Recently, I’ve seen many people in the community discussing the concept of quadruple witching day. I’ve found that many investors are still a bit unclear about what it really means. Today, I’ll organize my observations and explain clearly what the US stock market’s quadruple witching day is all about.



Simply put, quadruple witching day refers to the day in the US stock market when four types of derivatives settle at the same time. These four are single-stock futures, single-stock options, stock index futures, and stock index options. It happens four times every year, fixed on the third Friday of March, June, September, and December. It’s called a “witching day” because during the settlement period, futures and spot prices tend to move toward each other, as if some invisible force were tugging at the prices.

This is a very interesting phenomenon. As futures approach settlement, the spread gradually narrows, and especially during the final hour it becomes particularly intense—an industry term for the “quadruple witching hour.” During this period, the market makers’ attempts to control the market become especially apparent. They will drive up oversold stocks and push down overbought stocks, with the goal of moving the settlement prices of the derivatives in the direction most favorable to them.

I’ve looked at historical data, and from 1994 to now, the performance of US quadruple witching days has been quite regular. Taking the S&P 500 as an example, overall, the probability of rising versus falling is almost a 50-50 split, and the average return is slightly negative. But if you break it down by month, you can find some interesting patterns. March has the largest average decline (-0.88%), while September actually has the highest average gain (+0.83%).

Even more noteworthy is the subsequent price action. The day of quadruple witching itself may not be very volatile, but the week afterward is the real key. In particular, after quadruple witching days in March, June, and September, the probability of decline reaches 60-70%, and the average drop is between 1.4% and 1.9%. That’s where the real “curse” lies.

Why does this happen? The reason is actually quite straightforward. Most of the time, market makers forcibly push up spot prices on the settlement day, so that the derivatives settle at higher prices. But these stocks may not have fundamental support to justify rising to that level at all. Once the settlement is done, new buyers can’t keep up, retail investors start taking profits, and prices fall back. According to statistics, 88% of these overbought stocks will decline in the following week.
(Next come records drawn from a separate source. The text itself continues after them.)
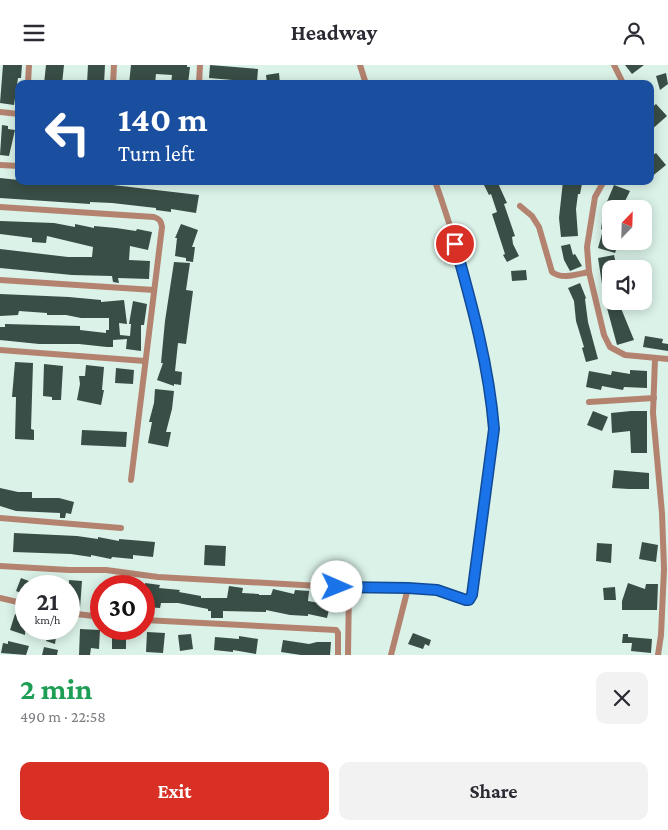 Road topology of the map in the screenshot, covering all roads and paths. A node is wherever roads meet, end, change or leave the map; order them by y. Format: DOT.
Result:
graph roads {
  1 [pos="29,65"];
  2 [pos="114,65"];
  3 [pos="200,65"];
  4 [pos="360,65"];
  5 [pos="614,65"];
  6 [pos="28,80"];
  7 [pos="113,80"];
  8 [pos="199,80"];
  9 [pos="365,80"];
  10 [pos="622,80"];
  11 [pos="0,112"];
  12 [pos="15,113"];
  13 [pos="0,165"];
  14 [pos="15,166"];
  15 [pos="436,185"];
  16 [pos="602,185"];
  17 [pos="520,206"];
  18 [pos="0,207"];
  19 [pos="589,272"];
  20 [pos="0,280"];
  21 [pos="154,290"];
  22 [pos="0,350"];
  23 [pos="655,359"];
  24 [pos="668,359"];
  25 [pos="145,361"];
  26 [pos="654,399"];
  27 [pos="589,403"];
  28 [pos="131,480"];
  29 [pos="0,518"];
  30 [pos="121,528"];
  31 [pos="0,567"];
  32 [pos="349,587"];
  33 [pos="408,588"];
  34 [pos="0,598"];
  35 [pos="15,601"];
  36 [pos="666,604"];
  37 [pos="155,621"];
  38 [pos="338,655"];
  39 [pos="348,655"];
  40 [pos="391,655"];
  41 [pos="658,655"];
  1 -- 6 [label="street"];
  2 -- 7 [label="street"];
  3 -- 8 [label="street"];
  4 -- 9 [label="street"];
  5 -- 10 [label="street"];
  11 -- 12 [label="street"];
  13 -- 14 [label="street"];
  15 -- 33 [label="street"];
  16 -- 19 [label="street"];
  17 -- 19 [label="street"];
  18 -- 21 [label="street"];
  19 -- 23 [label="street"];
  20 -- 21 [label="street"];
  21 -- 25 [label="street"];
  22 -- 25 [label="street"];
  23 -- 24 [label="street"];
  23 -- 26 [label="street"];
  25 -- 28 [label="street"];
  26 -- 27 [label="street"];
  26 -- 36 [label="street"];
  29 -- 30 [label="street"];
  31 -- 32 [label="street"];
  32 -- 33 [label="street"];
  32 -- 39 [label="street"];
  33 -- 40 [label="street"];
  34 -- 35 [label="street"];
  36 -- 41 [label="street"];
  37 -- 38 [label="street"];
} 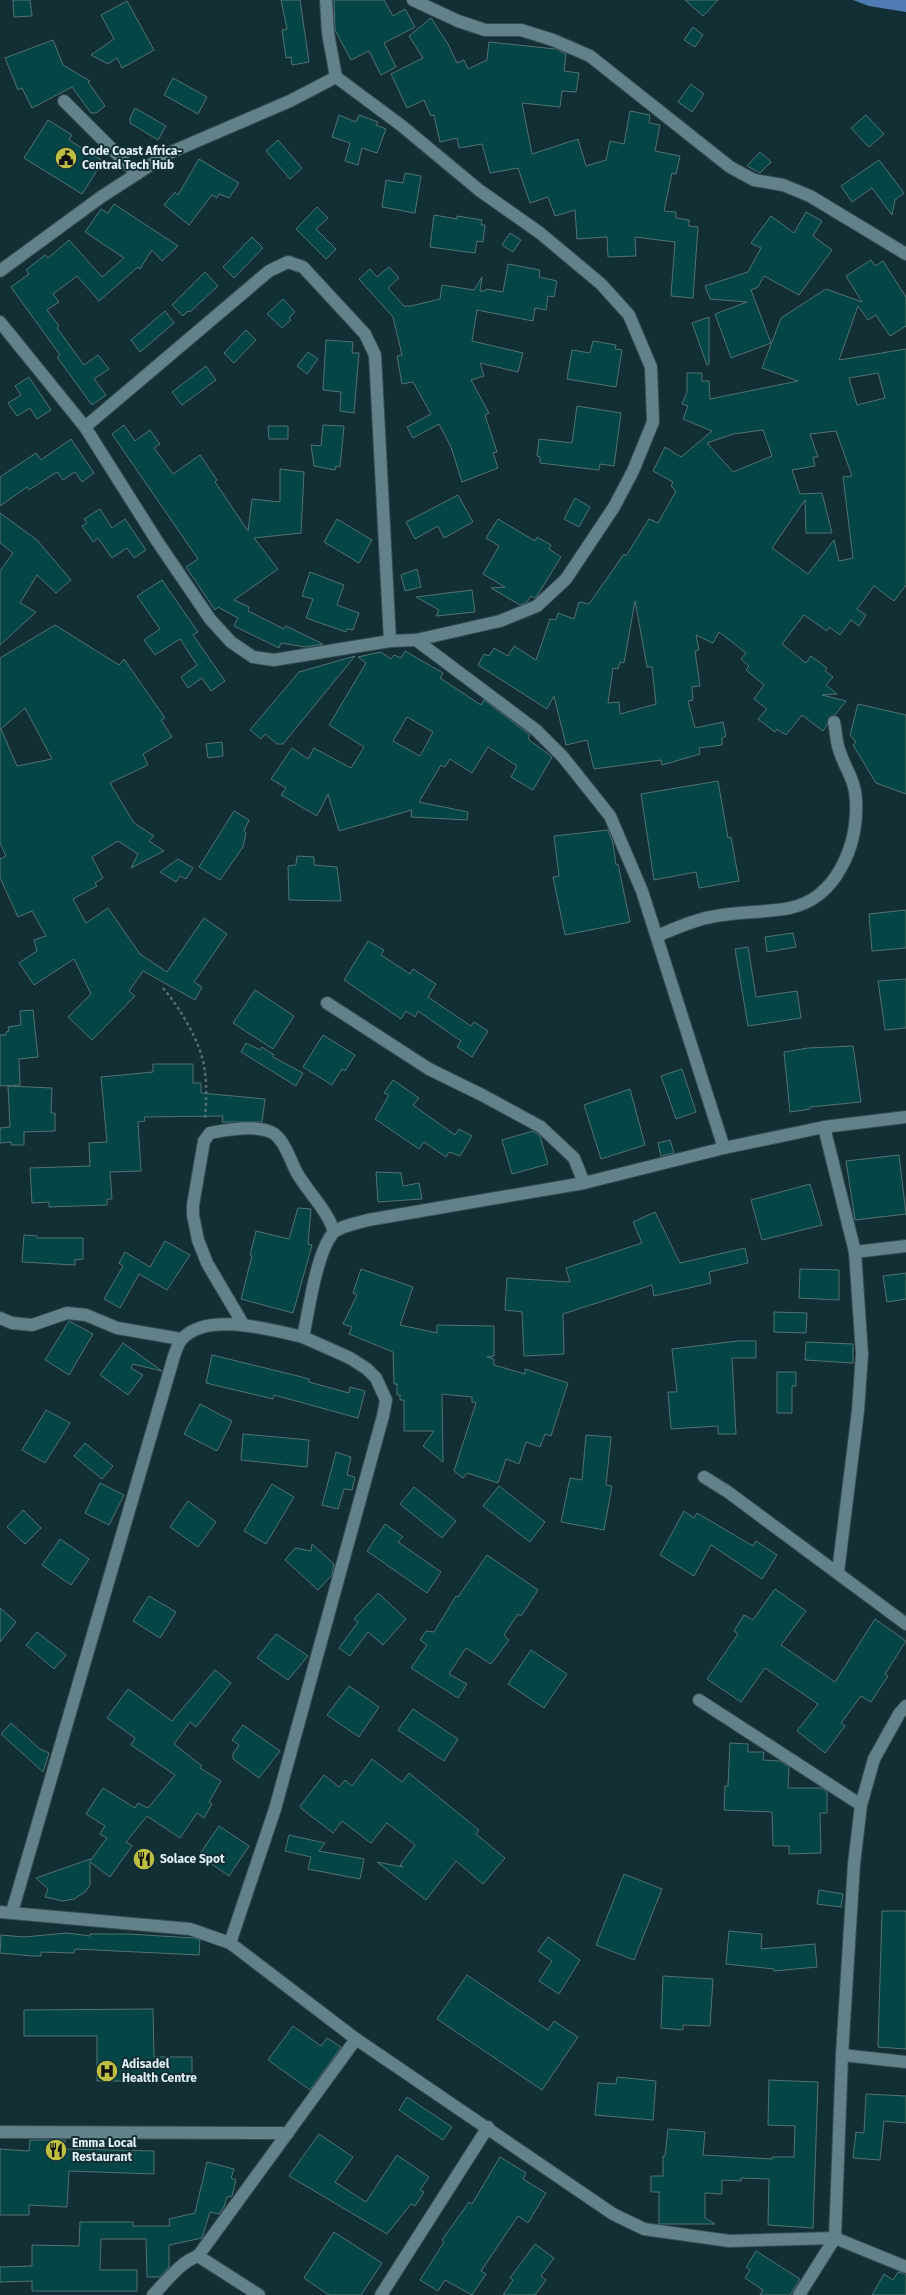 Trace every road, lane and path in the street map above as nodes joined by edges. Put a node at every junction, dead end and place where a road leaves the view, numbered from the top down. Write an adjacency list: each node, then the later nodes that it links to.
1 (326, 0): 3 (street)
2 (413, 0): 6 (street)
3 (336, 77): 5 (street); 10 (street)
4 (64, 101): 5 (street)
5 (137, 174): 7 (street)
6 (906, 254)
7 (0, 271)
8 (0, 322): 9 (street)
9 (85, 427): 11 (street); 11 (street)
10 (416, 640): 11 (street); 13 (street)
11 (390, 641)
12 (834, 722): 13 (street)
13 (656, 936): 19 (street)
14 (163, 988): 18 (path)
15 (328, 1003): 20 (street)
16 (906, 1117): 17 (street)
17 (824, 1127): 19 (street); 23 (street)
18 (210, 1133): 21 (street); 25 (street)
19 (724, 1148): 20 (street)
20 (584, 1183): 21 (street)
21 (334, 1232): 26 (street)
22 (906, 1246): 23 (street)
23 (855, 1252): 29 (street)
24 (0, 1318): 27 (street)
25 (243, 1324): 26 (street); 27 (street)
26 (303, 1337): 35 (street)
27 (181, 1339): 34 (street)
28 (704, 1477): 29 (street)
29 (838, 1572): 30 (street)
30 (906, 1624)
31 (699, 1700): 33 (street)
32 (906, 1706): 33 (street)
33 (861, 1805): 37 (street)
34 (6, 1912): 35 (street)
35 (230, 1943): 36 (street)
36 (356, 2038): 39 (street); 41 (street)
37 (842, 2055): 38 (street); 42 (street)
38 (906, 2062)
39 (488, 2127): 42 (street); 47 (street)
40 (0, 2132): 41 (street)
41 (288, 2132): 43 (street)
42 (835, 2238): 44 (street); 48 (street)
43 (198, 2256): 45 (street); 46 (street)
44 (906, 2267)
45 (153, 2295)
46 (258, 2295)
47 (381, 2295)
48 (798, 2295)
My advice is: if you’re a long-term investor, you don’t really need to pay too much attention to the volatility around the US quadruple witching day. In the long run, stock prices will still revert to fundamentals, and short-term fluctuations in the order-flow (the positioning and trading dynamics) can’t change much. But if you’re a short-term trader or a trader focused on order-flow, then quadruple witching day becomes very important.

Short-term opportunities do exist. Within the week before and after quadruple witching day, trading volume tends to be especially high, and price swings are particularly fierce. If you believe oversold stocks will rebound, you can consider going long; if you believe overbought stocks will pull back, you can consider shorting. But you must remember: this volatility has nothing to do with fundamentals—it’s purely a game of order-flow. So when trading, follow discipline strictly; never misread the direction and then “double down” into more positions.

At the moment, the US stock market is still being driven by the AI bull trend, so I expect that upcoming quadruple witching days will likely continue to show bullish characteristics. However, you should also watch at all times for signs that the market may be reversing. Additionally, if you’re participating through futures or options, it’s recommended that you roll over your positions ahead of the quadruple witching settlement. Liquidity tends to worsen as the settlement approaches, trading costs also increase, and you may need to incur additional costs when rolling over.

In summary, US quadruple witching day is a market phenomenon with strong regularity. Understanding how it works can help you judge short-term price fluctuations more effectively. But remember, what it affects is only the short-term order-flow dynamics—the logic for long-term investing always returns to fundamentals.